>>17865023The problem with books, especially with fact and number-heavy books, is that they rarely give people a good idea of what lived experience with something is like. My step-grandfather (my step-mother's father) was from the Russian SSFR, and I remember he occasionally spoke about life in the USSR, which made me enthusiastic about learning more about it as a kid.
I remember back when I was 11/12 years old that I read several really thick books I found at my school's library about Russia and the Soviet Union, which of course helped give me some idea about stuff like the Romanovs, the Russian Revolution, big names like Lenin, Stalin, Beria, Khrushchev, and Brezhnev, and even some factoids about Russian culture, but nothing too in-depth. I grew up on the other side of the Atlantic, so I never had any idea as a kid what Russian cities actually looked like or what kinds of clothing Russian people wore in the Soviet era, much less what Russian men or women's voices actually sounded like.

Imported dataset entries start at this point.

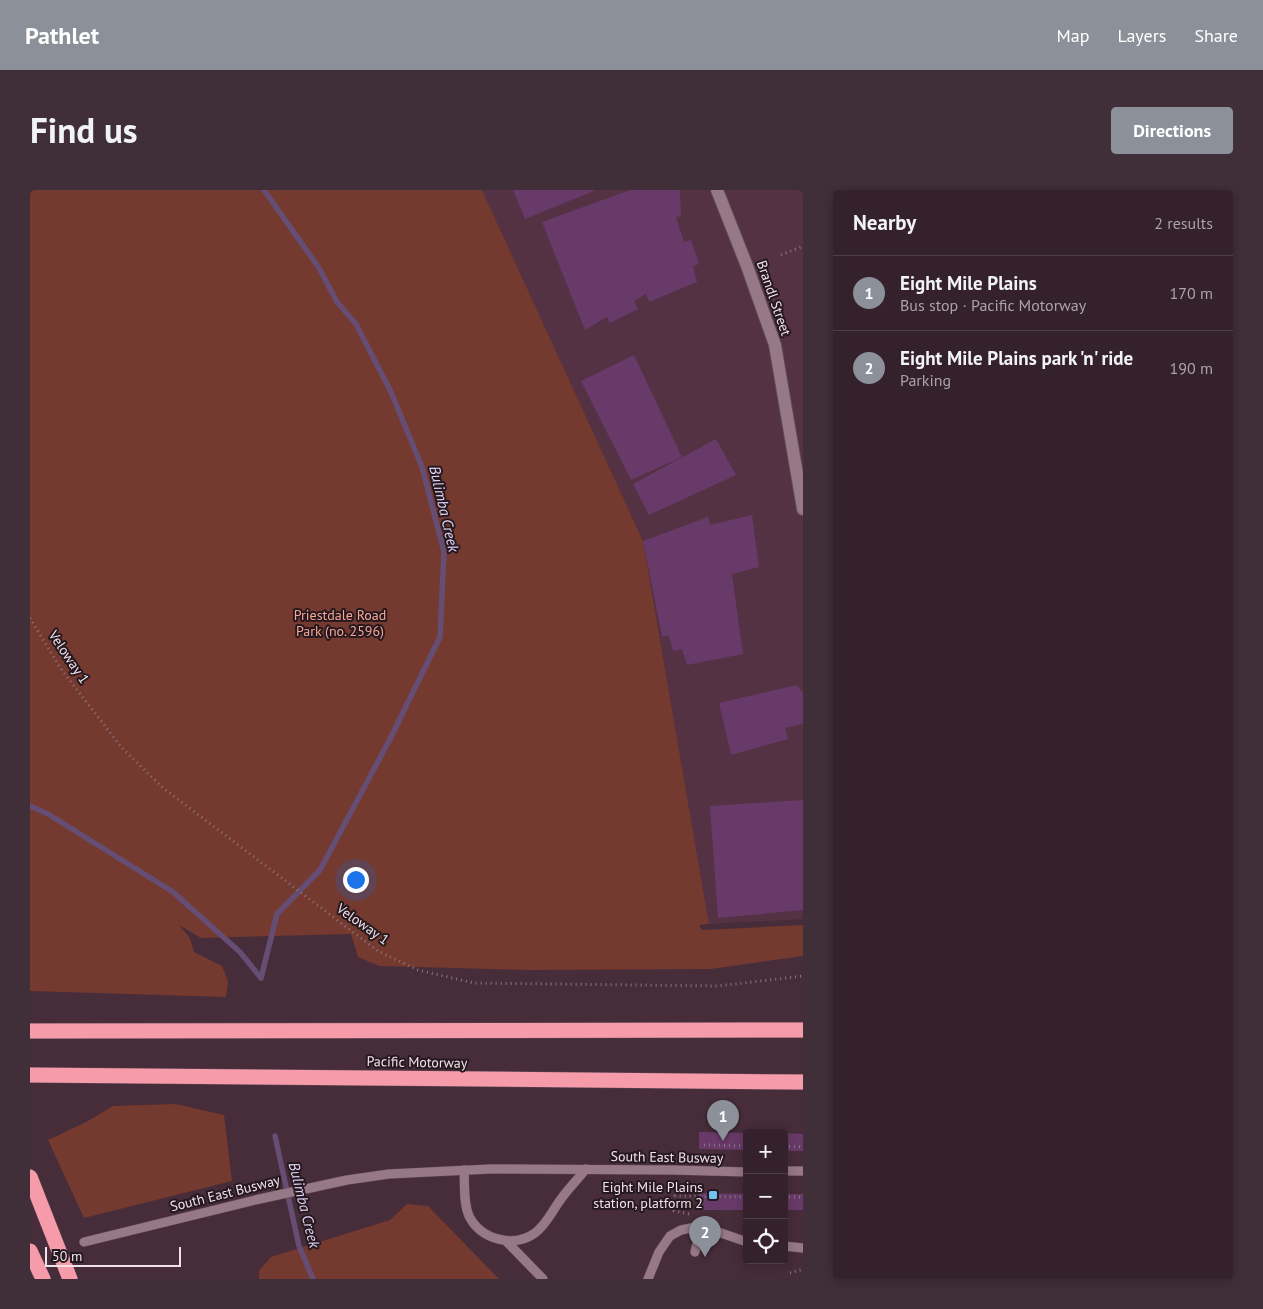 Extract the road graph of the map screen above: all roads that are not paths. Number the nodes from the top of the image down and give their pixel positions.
1 (717, 190) edge
2 (803, 509) edge
3 (803, 1030) edge
4 (30, 1031) edge
5 (30, 1076) edge
6 (803, 1082) edge
7 (464, 1170) junction
8 (586, 1170) junction
9 (803, 1171) edge
10 (743, 1172) edge
11 (788, 1172) edge
12 (30, 1177) edge
13 (701, 1226) junction
14 (743, 1241) edge
15 (84, 1242) dead end
16 (507, 1242) junction
17 (788, 1246) edge
18 (803, 1248) edge
19 (30, 1251) edge
20 (695, 1252) dead end
21 (43, 1279) edge
22 (70, 1279) edge
23 (543, 1279) edge
24 (648, 1279) edge

1 - 2 street, Brandl Street
3 - 4 highway
5 - 6 highway, Pacific Motorway
7 - 8 lane, South East Busway
7 - 15 lane, South East Busway
7 - 16 lane
8 - 10 lane, South East Busway
8 - 16 lane
9 - 11 lane
12 - 22 highway
13 - 14 lane
13 - 20 lane
13 - 24 lane
16 - 23 lane
17 - 18 lane
19 - 21 highway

I remember reading more and more old translated Russian books, by famous writers like Pushkin, Tolstoy, Chekhov, and Dostoevsky, but still, I had no idea what Russia actually looked like.
It was really only until I started watching shitty-ass Soviet-era movies (mostly low-budget comedy films and action films, but also some romance films) that I really got an idea of what kinds of clothing people wore, what cities looked like in the USSR, and how Russian people actually expressed themselves (as opposed to exaggerated stereotypes of them oft encountered in American films).